The nurse is collecting data from a 30-month-old client. Which of the following findings would require follow-up?
- A. head circumference has increased by 1 inch (2.5 cm) in the past year
- B. current weight is six times greater than birth weight
- C. nighttime bladder control has not been achieved
- D. anterior and posterior fontanels are both fused
Correct Answer: C
Rationale: Lack of nighttime bladder control at 30 months may indicate developmental delay or medical issues, requiring follow-up to assess for underlying causes.
The nurse practicing in a maternity setting recognizes that the post mature fetus is at risk due to
- A. Excessive fetal weight
- B. Low blood sugar levels
- C. Depletion of subcutaneous fat
- D. Progressive placental insufficiency
Correct Answer: D
Rationale: The placenta functions less efficiently as pregnancy continues beyond 42 weeks. Immediate and long term effects may be related to hypoxia.

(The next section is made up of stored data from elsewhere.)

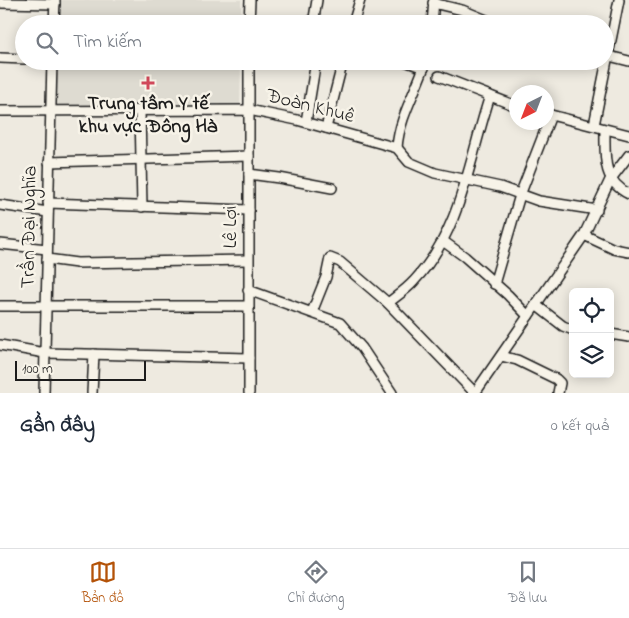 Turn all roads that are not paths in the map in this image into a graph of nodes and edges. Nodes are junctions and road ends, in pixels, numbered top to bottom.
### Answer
1 (250, 0) edge
2 (317, 0) edge
3 (360, 0) edge
4 (619, 0) edge
5 (55, 2) edge
6 (433, 2) edge
7 (0, 3) edge
8 (54, 15) edge
9 (250, 15) edge
10 (314, 15) edge
11 (356, 15) edge
12 (432, 15) edge
13 (475, 15) edge
14 (614, 21) edge
15 (614, 57) edge
16 (0, 58) edge
17 (15, 59) edge
18 (629, 61) edge
19 (52, 70) edge
20 (249, 70) edge
21 (315, 70) edge
22 (341, 70) edge
23 (423, 70) edge
24 (603, 70) edge
25 (440, 76) dead end
26 (490, 96) junction
27 (509, 103) edge
28 (249, 110) junction
29 (0, 111) edge
30 (50, 111) junction
31 (140, 111) junction
32 (554, 115) edge
33 (306, 122) junction
34 (594, 125) junction
35 (326, 128) junction
36 (543, 130) edge
37 (605, 130) junction
38 (629, 135) edge
39 (397, 148) junction
40 (249, 156) junction
41 (629, 156) edge
42 (141, 159) junction
43 (49, 162) junction
44 (249, 174) junction
45 (467, 180) junction
46 (610, 180) junction
47 (332, 188) dead end
48 (629, 194) edge
49 (520, 195) junction
50 (0, 205) edge
51 (48, 207) junction
52 (142, 207) junction
53 (249, 210) junction
54 (596, 210) junction
55 (584, 235) junction
56 (443, 241) junction
57 (0, 244) edge
58 (47, 249) junction
59 (629, 252) edge
60 (47, 259) junction
61 (248, 260) junction
62 (494, 284) junction
63 (248, 290) junction
64 (388, 303) junction
65 (536, 305) junction
66 (0, 306) edge
67 (46, 306) junction
68 (248, 306) junction
69 (312, 312) junction
70 (528, 316) junction
71 (569, 328) edge
72 (614, 335) edge
73 (629, 337) edge
74 (0, 345) edge
75 (45, 353) junction
76 (94, 354) junction
77 (501, 356) junction
78 (249, 358) junction
79 (44, 393) edge
80 (92, 393) edge
81 (248, 393) edge
82 (392, 393) edge
83 (475, 393) edge
84 (558, 393) edge

1 - 9 street
2 - 10 street
3 - 11 street
4 - 14 street
5 - 7 street
5 - 8 street
6 - 12 street
6 - 13 street
15 - 18 street
16 - 17 street
19 - 30 street, Trần Đại Nghĩa
20 - 28 street, Lê Lợi
21 - 33 street
22 - 35 street
23 - 39 street
24 - 34 street
25 - 26 street
26 - 27 street
26 - 45 street
28 - 31 street, Đoàn Khuê
28 - 33 street, Đoàn Khuê
28 - 40 street, Lê Lợi
29 - 30 street, Đoàn Khuê
30 - 31 street, Đoàn Khuê
30 - 43 street, Trần Đại Nghĩa
31 - 42 street
32 - 34 street
33 - 35 street, Đoàn Khuê
34 - 37 street
35 - 39 street, Đoàn Khuê
36 - 49 street
37 - 38 street
37 - 46 street
39 - 45 street, Đoàn Khuê
40 - 42 street
40 - 44 street, Lê Lợi
41 - 46 street
42 - 43 street
42 - 52 street
43 - 51 street, Trần Đại Nghĩa
44 - 47 street
44 - 53 street, Lê Lợi
45 - 49 street, Đoàn Khuê
45 - 56 street
46 - 48 street
46 - 54 street
49 - 54 street, Đoàn Khuê
49 - 62 street
50 - 51 street
51 - 52 street
51 - 58 street, Trần Đại Nghĩa
52 - 53 street
53 - 61 street, Lê Lợi
54 - 55 street
55 - 59 street
55 - 65 street
56 - 62 street
56 - 64 street
57 - 58 street
58 - 60 street, Trần Đại Nghĩa
60 - 61 street
60 - 67 street, Trần Đại Nghĩa
61 - 63 street, Lê Lợi
62 - 70 street
63 - 68 street, Lê Lợi
63 - 69 street
64 - 69 street
64 - 83 street
65 - 70 street
65 - 71 street
66 - 67 street
67 - 68 street
67 - 75 street, Trần Đại Nghĩa
68 - 78 street, Lê Lợi
69 - 82 street
70 - 77 street
72 - 73 street
74 - 75 street
75 - 76 street
75 - 79 street, Trần Đại Nghĩa
76 - 78 street
76 - 80 street
77 - 83 street
77 - 84 street
78 - 81 street, Lê Lợi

The practical nurse is collecting data on a client receiving methotrexate to treat rheumatoid arthritis. Which finding associated with this drug is most important for the nurse to report to the registered nurse?
- A. Hair loss
- B. Nausea
- C. Petechiae
- D. Stomatitis
Correct Answer: C
Rationale: Petechiae indicate thrombocytopenia, a serious adverse effect of methotrexate, risking bleeding and requiring immediate reporting for dose adjustment or discontinuation.
The client is admitted with hypokalemia. An IV of normal saline is infusing at $80 \mathrm{ml} /$ hour with 10 meq of $\mathrm{KCl} /$ hour. Prior to beginning the infusion, the nurse should:
- A. Check the sodium level.
- B. Check the magnesium level.
- C. Check the creatinine level.
- D. Check the calcium level.
Correct Answer: B
Rationale: Hypokalemia is often associated with hypomagnesemia, which can impair potassium correction. Checking the magnesium level ensures effective treatment. Sodium , creatinine , and calcium levels are less directly related to potassium infusion safety.